Tuesday’s ad is for Ballantine, from 1940. In this ad, part of a series progressing from one, to two, to three rings, this one shows three clowns riding unicycles. Eventually they ride close enough together to make the Ballantine logo in spinning wheels.
The photo below was taken around 1870. Here’s its description: “Quarter-length studio portrait of Maria Best Pabst (1842-1906). She is wearing a dress with leg of mutton sleeves and ornate embroidery. The daughter of successful Milwaukee brewer Phillip Best, Maria married Captain Frederick Pabst in 1862. Together they had ten children, only five of whom survived to adulthood. Pabst went into partnership with his father-in-law in 1863 and eventually owned what would become the Pabst Brewery.”
Frederick Pabst, before he became a brewery owner, was a steamship captain of the Huron, a Goodrich steamer on Lake Michigan. Maria Best, when she was a passenger on his ship, met the dashing Pabst and then began courting, marrying in 1862. Not long afterward, Pabst became a partner in his father-in-law’s business, the Philip Best Brewing Co.
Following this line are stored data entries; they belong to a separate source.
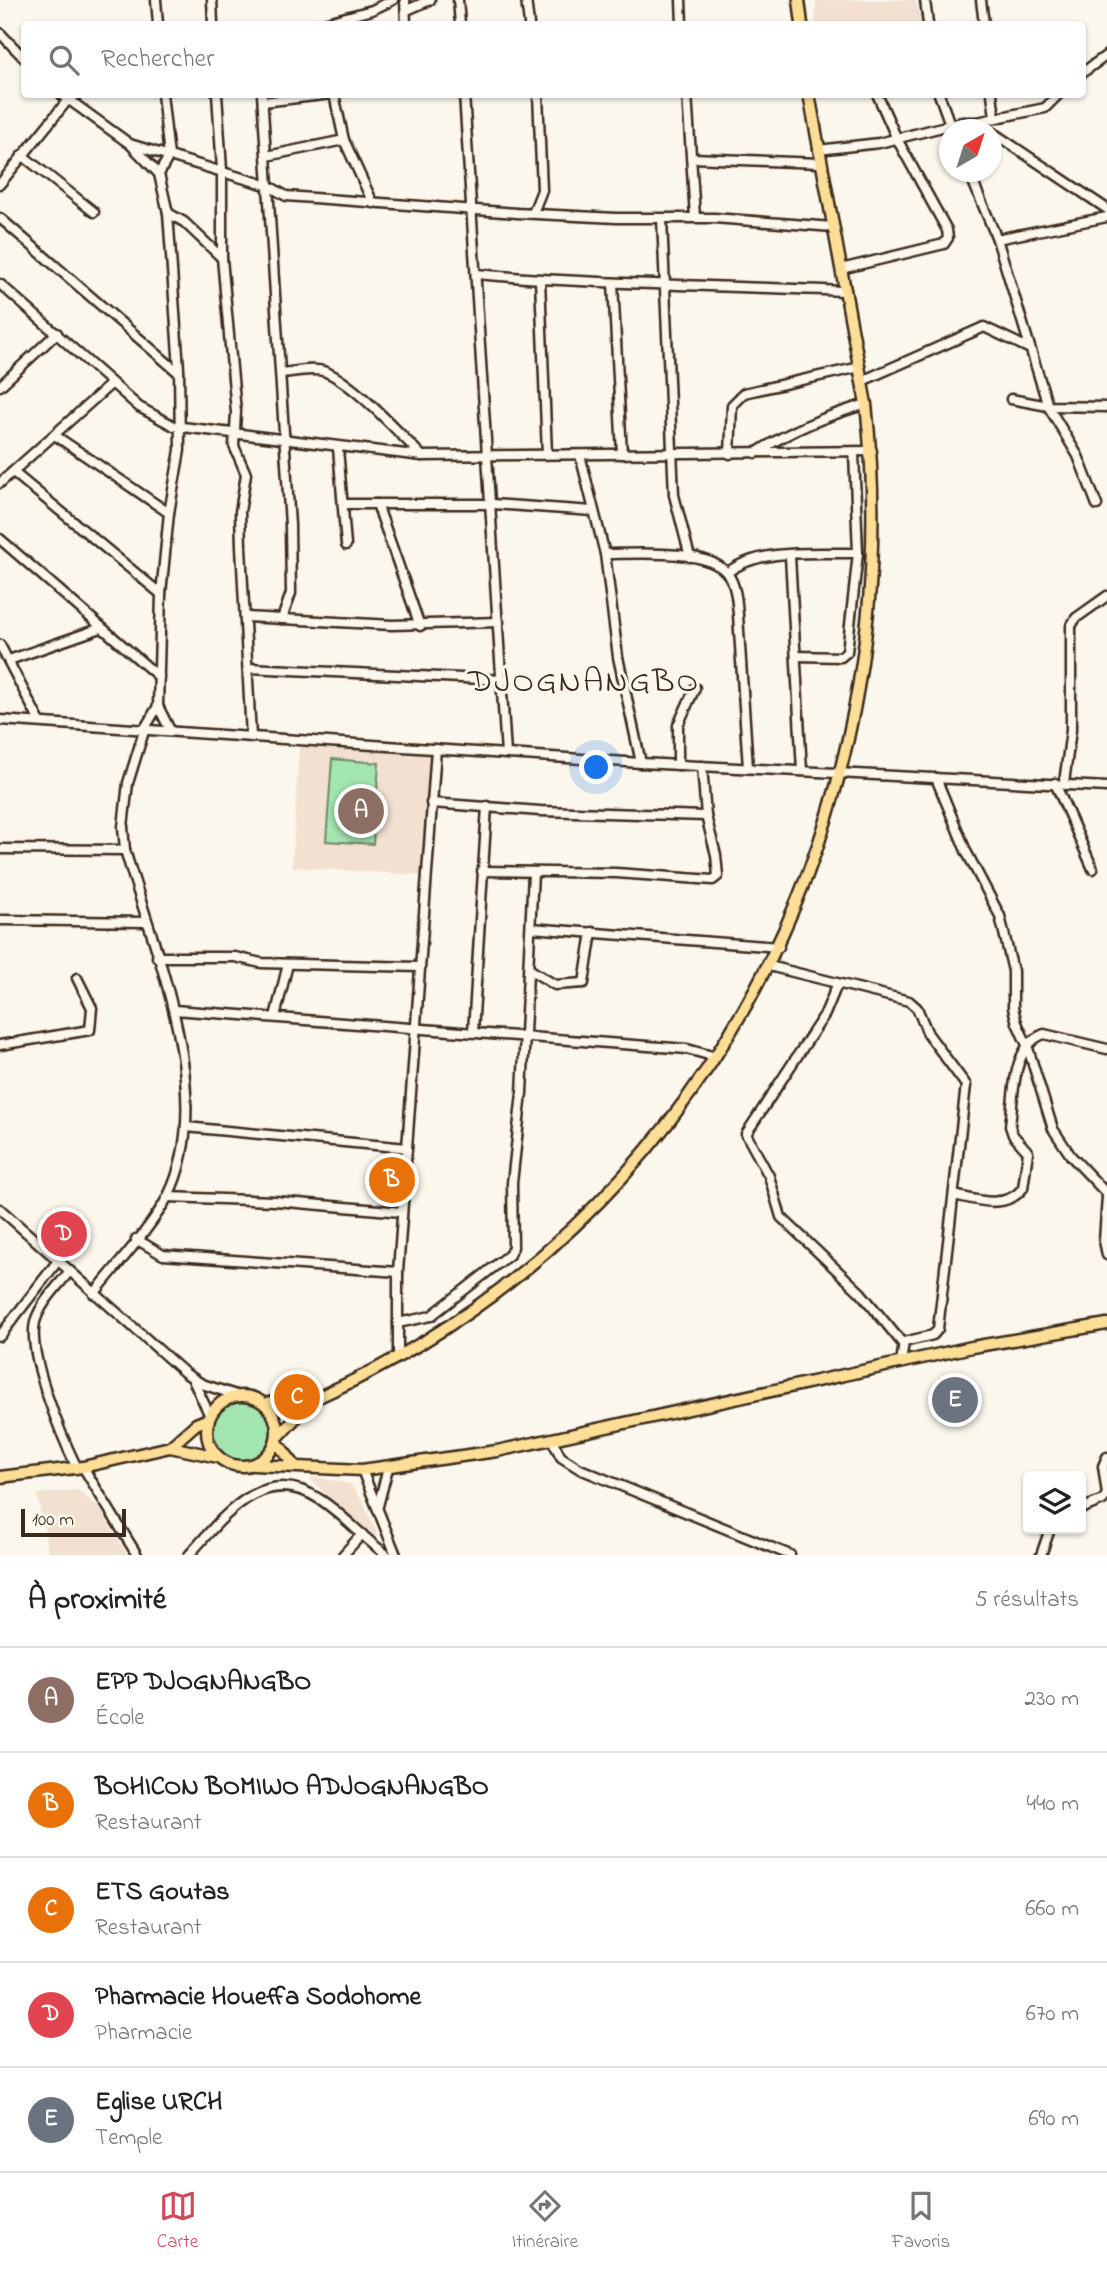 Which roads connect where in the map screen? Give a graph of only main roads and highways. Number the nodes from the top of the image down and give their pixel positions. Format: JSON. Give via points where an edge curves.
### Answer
{"nodes":[{"id":1,"x":799,"y":0,"type":"edge"},
{"id":2,"x":802,"y":21,"type":"edge"},
{"id":3,"x":810,"y":98,"type":"edge"},
{"id":4,"x":1107,"y":1324,"type":"edge"},
{"id":5,"x":312,"y":1400,"type":"junction"},
{"id":6,"x":265,"y":1404,"type":"junction"},
{"id":7,"x":209,"y":1417,"type":"junction"},
{"id":8,"x":277,"y":1439,"type":"junction"},
{"id":9,"x":170,"y":1447,"type":"junction"},
{"id":10,"x":218,"y":1457,"type":"junction"},
{"id":11,"x":254,"y":1465,"type":"junction"},
{"id":12,"x":295,"y":1466,"type":"junction"},
{"id":13,"x":0,"y":1477,"type":"edge"}],
"edges":[{"from":1,"to":2,"type":"main road"},
{"from":3,"to":5,"type":"main road","via":[[872,452],[872,561],[862,675],[842,773],[817,854],[769,967],[716,1057],[650,1146],[570,1230],[465,1314],[398,1356]]},
{"from":4,"to":12,"type":"main road","via":[[901,1363],[552,1440],[388,1468]]},
{"from":5,"to":6,"type":"main road"},
{"from":5,"to":8,"type":"main road"},
{"from":6,"to":7,"type":"main road","via":[[239,1396],[219,1404]]},
{"from":6,"to":8,"type":"main road","via":[[273,1414]]},
{"from":7,"to":9,"type":"main road"},
{"from":7,"to":10,"type":"main road","via":[[206,1433]]},
{"from":8,"to":11,"type":"main road","via":[[268,1455]]},
{"from":8,"to":12,"type":"main road"},
{"from":9,"to":10,"type":"main road"},
{"from":9,"to":13,"type":"main road","via":[[80,1468]]},
{"from":10,"to":11,"type":"main road","via":[[241,1467]]},
{"from":11,"to":12,"type":"main road"}]}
Today is the 58th birthday of Gary Spedding, who owns and operates the Brewing and Distilling Analytical Services in Lexington, Kentucky. The BDAS focuses on “the testing of alcoholic beverages and beverage raw materials.” Gary was originally a biochemist before being bitten by the beer bug, and later becoming the director of the brewing test laboratories at the Siebel Institute of Technology. In 2002, Gary founded the BDAS and has been there ever since. I first met Gary when he started doing short seminars during judges orientation for both GABF and the World Beer Cup, creating sensory exercises for us to challenge our palettes and make us stronger judges. Join me in wishing Gary a very happy birthday.
Today is the birthday of John Schneider (May 16, 1833-February 28, 1907). Schneider was born in Bavaria, and made his way to America in 1852. He settled initially in Cleveland, and worked all of his life as a journeyman brewer around Ohio and Western Pennsylvania. Late in life he became “a stockholder in the Standard Brewing Co.” of Cleveland, and was named director and 2nd president.